Start at the line with "pinky mcp: (400, 212)" in the records below, stop at the line with "middle tip: (710, 359)", and return every line in that span exactly, the two end lines included.

━━━━━ Material provided ━━━━━

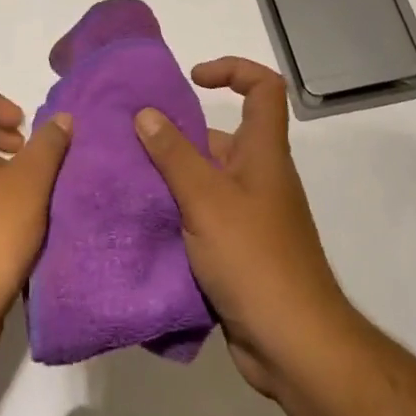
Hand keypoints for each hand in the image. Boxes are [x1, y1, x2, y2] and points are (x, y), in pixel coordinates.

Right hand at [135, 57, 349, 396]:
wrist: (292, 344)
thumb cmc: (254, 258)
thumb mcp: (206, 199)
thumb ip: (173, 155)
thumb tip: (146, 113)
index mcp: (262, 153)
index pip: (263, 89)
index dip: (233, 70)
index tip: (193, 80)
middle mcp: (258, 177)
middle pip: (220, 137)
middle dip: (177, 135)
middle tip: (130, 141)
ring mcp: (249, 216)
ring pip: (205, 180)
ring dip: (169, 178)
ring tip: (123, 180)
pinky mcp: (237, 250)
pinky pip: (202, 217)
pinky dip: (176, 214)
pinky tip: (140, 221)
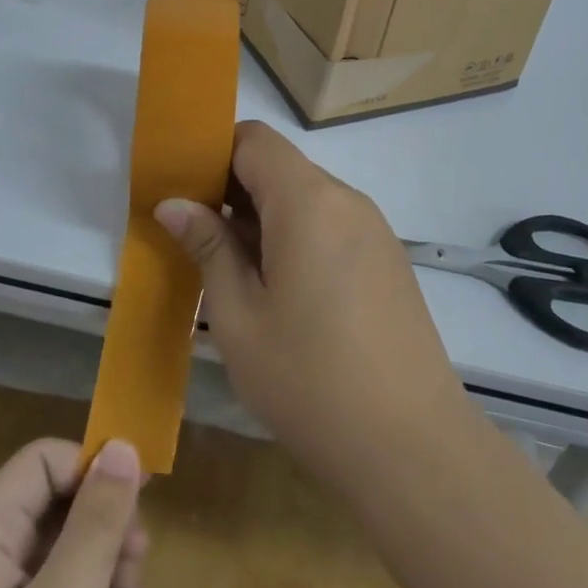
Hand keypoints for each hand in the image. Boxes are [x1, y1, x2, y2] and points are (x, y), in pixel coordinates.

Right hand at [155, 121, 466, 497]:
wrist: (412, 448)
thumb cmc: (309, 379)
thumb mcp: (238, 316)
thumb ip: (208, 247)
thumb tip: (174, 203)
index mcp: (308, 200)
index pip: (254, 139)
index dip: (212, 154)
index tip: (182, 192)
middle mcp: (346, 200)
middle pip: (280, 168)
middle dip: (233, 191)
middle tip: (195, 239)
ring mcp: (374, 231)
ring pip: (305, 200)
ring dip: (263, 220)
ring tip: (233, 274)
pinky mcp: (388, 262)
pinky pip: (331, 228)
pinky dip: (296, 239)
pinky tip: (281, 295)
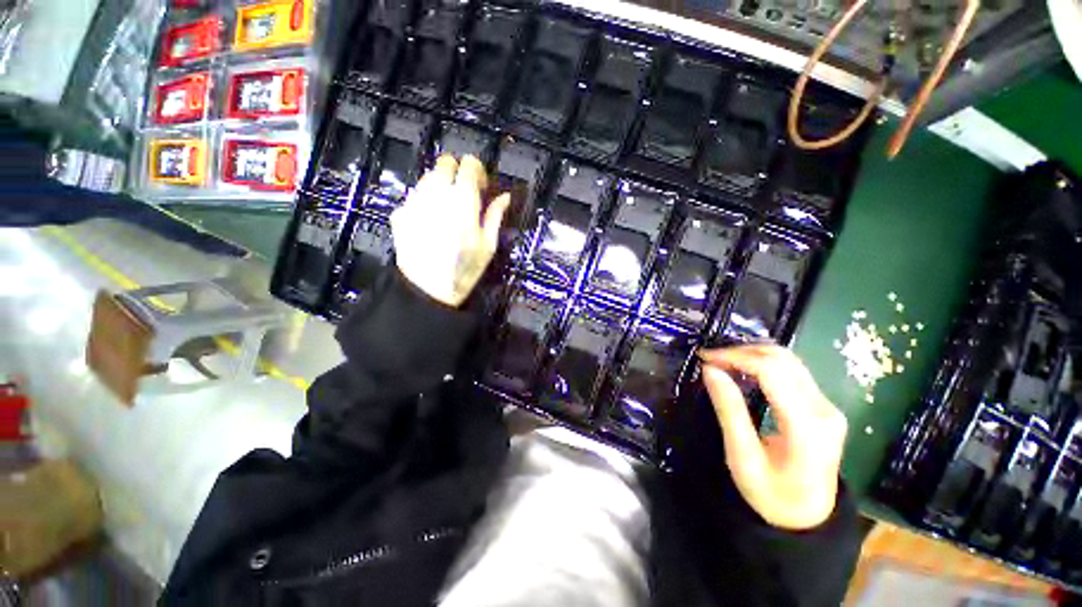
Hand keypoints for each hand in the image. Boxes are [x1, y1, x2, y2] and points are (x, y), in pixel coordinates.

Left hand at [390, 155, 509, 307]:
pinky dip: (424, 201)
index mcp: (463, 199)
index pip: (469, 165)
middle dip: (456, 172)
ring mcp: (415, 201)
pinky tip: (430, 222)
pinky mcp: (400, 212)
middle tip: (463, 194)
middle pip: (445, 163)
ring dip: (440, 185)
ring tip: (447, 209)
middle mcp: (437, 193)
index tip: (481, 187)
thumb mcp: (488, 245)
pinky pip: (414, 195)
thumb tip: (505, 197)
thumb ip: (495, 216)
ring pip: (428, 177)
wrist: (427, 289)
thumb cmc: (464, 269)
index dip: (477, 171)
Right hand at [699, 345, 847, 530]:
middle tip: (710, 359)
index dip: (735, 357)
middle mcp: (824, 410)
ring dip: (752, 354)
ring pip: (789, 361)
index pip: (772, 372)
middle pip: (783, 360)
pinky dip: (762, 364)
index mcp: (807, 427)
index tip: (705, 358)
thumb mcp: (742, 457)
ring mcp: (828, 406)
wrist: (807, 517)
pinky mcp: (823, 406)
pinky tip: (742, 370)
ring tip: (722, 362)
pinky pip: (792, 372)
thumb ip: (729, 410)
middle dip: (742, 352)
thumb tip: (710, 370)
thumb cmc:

━━━━━

▶ **Finished exercise**:
pinky mcp: (400, 212)
middle tip: (463, 194)
middle pip: (445, 163)
ring dip: (440, 185)
ring tip: (447, 209)
middle mcp: (437, 193)
index tip: (481, 187)
thumb mcp: (488, 245)
pinky pip: (414, 195)
thumb tip: (505, 197)
thumb ip: (495, 216)
ring pip: (428, 177)
wrist: (427, 289)
thumb cmc: (464, 269)
index dip: (477, 171)
Right hand at [699, 345, 847, 530]:
middle tip: (710, 359)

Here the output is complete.